Raras instituições de segurança pública tem a reputação da Polícia Federal. Isso não quer dizer que não caibam questionamentos. Sempre houve, com mais ou menos razão. Mas, não me recordo de críticas tão duras a operações da PF quanto as que têm sido feitas nesta semana. Os alvos costumam se intimidar, mas eles estão, pelo contrário, apontando o dedo.
Lupa sobre o gasto público precisa sempre haver. É interesse da população. Períodos excepcionais, como é uma pandemia, com decretos de calamidade, criam ambiente favorável para o tipo de crápula que vê oportunidade de se favorecer. Licitações são dispensadas, facilidades são oferecidas. Então, a vigilância precisa ser redobrada, sim.
Ocorre que a Polícia Federal também está sob lupa. O controle da atividade policial é uma garantia democrática no mundo todo, mas a situação do Brasil é diferente. A lupa foi colocada por uma conjuntura política. Caiu um diretor-geral cuja exoneração foi publicada como pedido dele. Ele não pediu. Caiu um ministro dizendo que o presidente planejava interferência política. Inquérito no Supremo Tribunal Federal (STF) investiga o próprio presidente. A PF ter instrumentos de controle é ruim. Que se torne alvo de suspeitas é uma lástima que favorece quem eventualmente tenha cometido crime.

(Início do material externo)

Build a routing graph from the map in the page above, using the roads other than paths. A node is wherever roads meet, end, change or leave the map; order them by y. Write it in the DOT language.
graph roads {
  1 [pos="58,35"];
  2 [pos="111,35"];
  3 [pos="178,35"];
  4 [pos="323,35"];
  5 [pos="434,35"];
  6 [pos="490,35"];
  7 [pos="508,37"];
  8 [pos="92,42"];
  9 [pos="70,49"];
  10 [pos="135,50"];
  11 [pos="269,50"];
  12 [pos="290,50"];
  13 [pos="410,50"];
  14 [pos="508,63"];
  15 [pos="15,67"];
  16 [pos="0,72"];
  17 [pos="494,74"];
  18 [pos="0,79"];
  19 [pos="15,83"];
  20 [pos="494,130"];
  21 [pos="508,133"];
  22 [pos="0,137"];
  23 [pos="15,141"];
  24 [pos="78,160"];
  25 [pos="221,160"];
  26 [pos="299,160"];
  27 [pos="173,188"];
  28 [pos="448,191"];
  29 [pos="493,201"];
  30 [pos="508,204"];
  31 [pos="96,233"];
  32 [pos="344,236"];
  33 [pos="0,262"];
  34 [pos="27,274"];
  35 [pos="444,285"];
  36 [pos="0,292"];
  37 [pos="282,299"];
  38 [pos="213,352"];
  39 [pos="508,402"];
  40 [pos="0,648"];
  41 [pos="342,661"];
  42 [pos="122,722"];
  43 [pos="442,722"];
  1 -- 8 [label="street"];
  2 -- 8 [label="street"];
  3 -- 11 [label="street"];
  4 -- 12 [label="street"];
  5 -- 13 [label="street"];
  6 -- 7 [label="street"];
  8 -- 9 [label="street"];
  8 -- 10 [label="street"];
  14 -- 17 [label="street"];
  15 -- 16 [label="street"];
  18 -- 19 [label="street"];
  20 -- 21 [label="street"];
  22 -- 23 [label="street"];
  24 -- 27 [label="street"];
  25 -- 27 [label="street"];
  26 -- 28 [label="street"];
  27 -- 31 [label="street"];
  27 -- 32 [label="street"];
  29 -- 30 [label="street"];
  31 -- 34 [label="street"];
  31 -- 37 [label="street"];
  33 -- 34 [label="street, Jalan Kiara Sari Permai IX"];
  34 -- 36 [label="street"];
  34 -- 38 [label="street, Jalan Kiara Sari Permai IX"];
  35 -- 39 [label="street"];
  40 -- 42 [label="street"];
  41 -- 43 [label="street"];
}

A PF foi exposta de tal forma - e, se houve motivo ou não, espera-se que o inquérito no Supremo esclareça - que é óbvio que todos os alvos têm resposta pronta. Com razão ou não, todo mundo que for alvo da PF usará a carta da perseguição política.

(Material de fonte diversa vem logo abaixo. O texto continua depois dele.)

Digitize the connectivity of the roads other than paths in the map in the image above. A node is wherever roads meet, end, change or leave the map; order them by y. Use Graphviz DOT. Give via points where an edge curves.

"Covidão" começa por adversários emblemáticos de Bolsonaro
Ninguém fica isento de investigação por ser opositor do presidente Jair Bolsonaro. Mas, nesse contexto, deixa pulgas atrás da orelha quando a operação que a deputada Carla Zambelli batizou de "Covidão" começa por adversários emblemáticos do presidente: o prefeito Roberto Cláudio, aliado de Ciro Gomes (PDT), e o governador do Rio de Janeiro, Wilson Witzel (PSC).
São investigações do nada? Não, não são. Há coisas estranhas. Relações da empresa com a mulher de Witzel no Rio. Em Fortaleza, tanto tinha problema que o contrato foi rescindido e o dinheiro começou a ser devolvido - espera-se que volte todo. Fica a evidência de que foi contratada empresa sem condição de prestar o serviço. Embora seja o caso de indagar se vale uma operação sobre contratos rescindidos e dinheiro já voltando.

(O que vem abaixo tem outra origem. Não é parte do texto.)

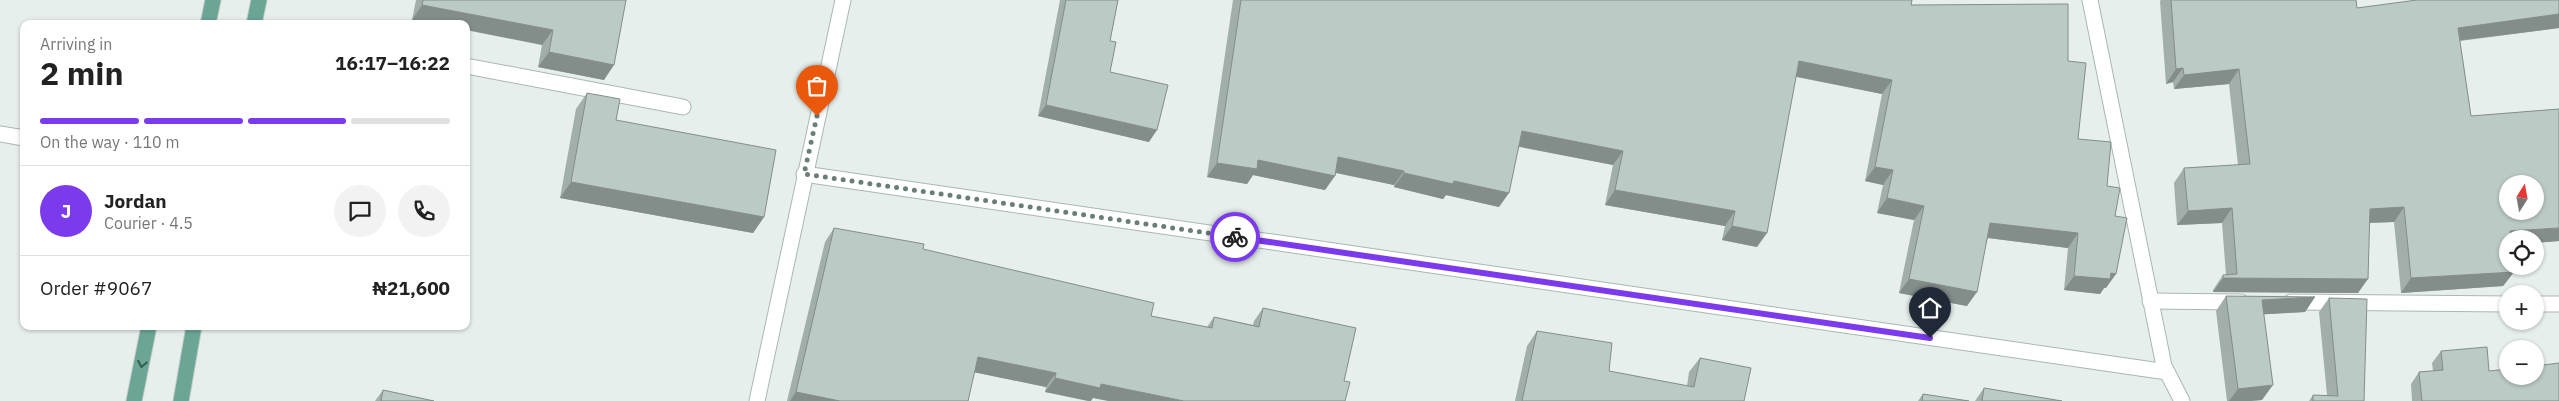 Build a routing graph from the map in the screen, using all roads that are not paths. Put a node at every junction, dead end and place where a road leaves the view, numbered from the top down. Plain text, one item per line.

O fato é que, diante tudo que tem sido dito sobre as mudanças da PF, duas operações na mesma semana contra adversários de Bolsonaro justificam dúvidas. Se fosse a Polícia do Rio agir contra a família do presidente, ou a Polícia do Ceará investigar a base de Bolsonaro no Estado, os alvos achariam a mesma coisa. Um fato: a base bolsonarista comemora politicamente as operações.
Para além da Polícia Federal
Um aspecto há de se salientar: a Polícia Federal e o Governo Federal não realizam as operações sozinhos. Entrou Ministério Público. Teve aval do Judiciário. No caso de Witzel, envolveu Superior Tribunal de Justiça (STJ). Então, a alegação de manipulação da PF vai até determinado ponto.
Claro, existe uma iniciativa. Pode ser dela, pode ser do MPF. Pode ser da Controladoria Geral da União (CGU), também Governo Federal, como ocorreu na Dispneia, em Fortaleza. Porém, se houve manobra, Judiciário e MPF se deixaram manobrar também.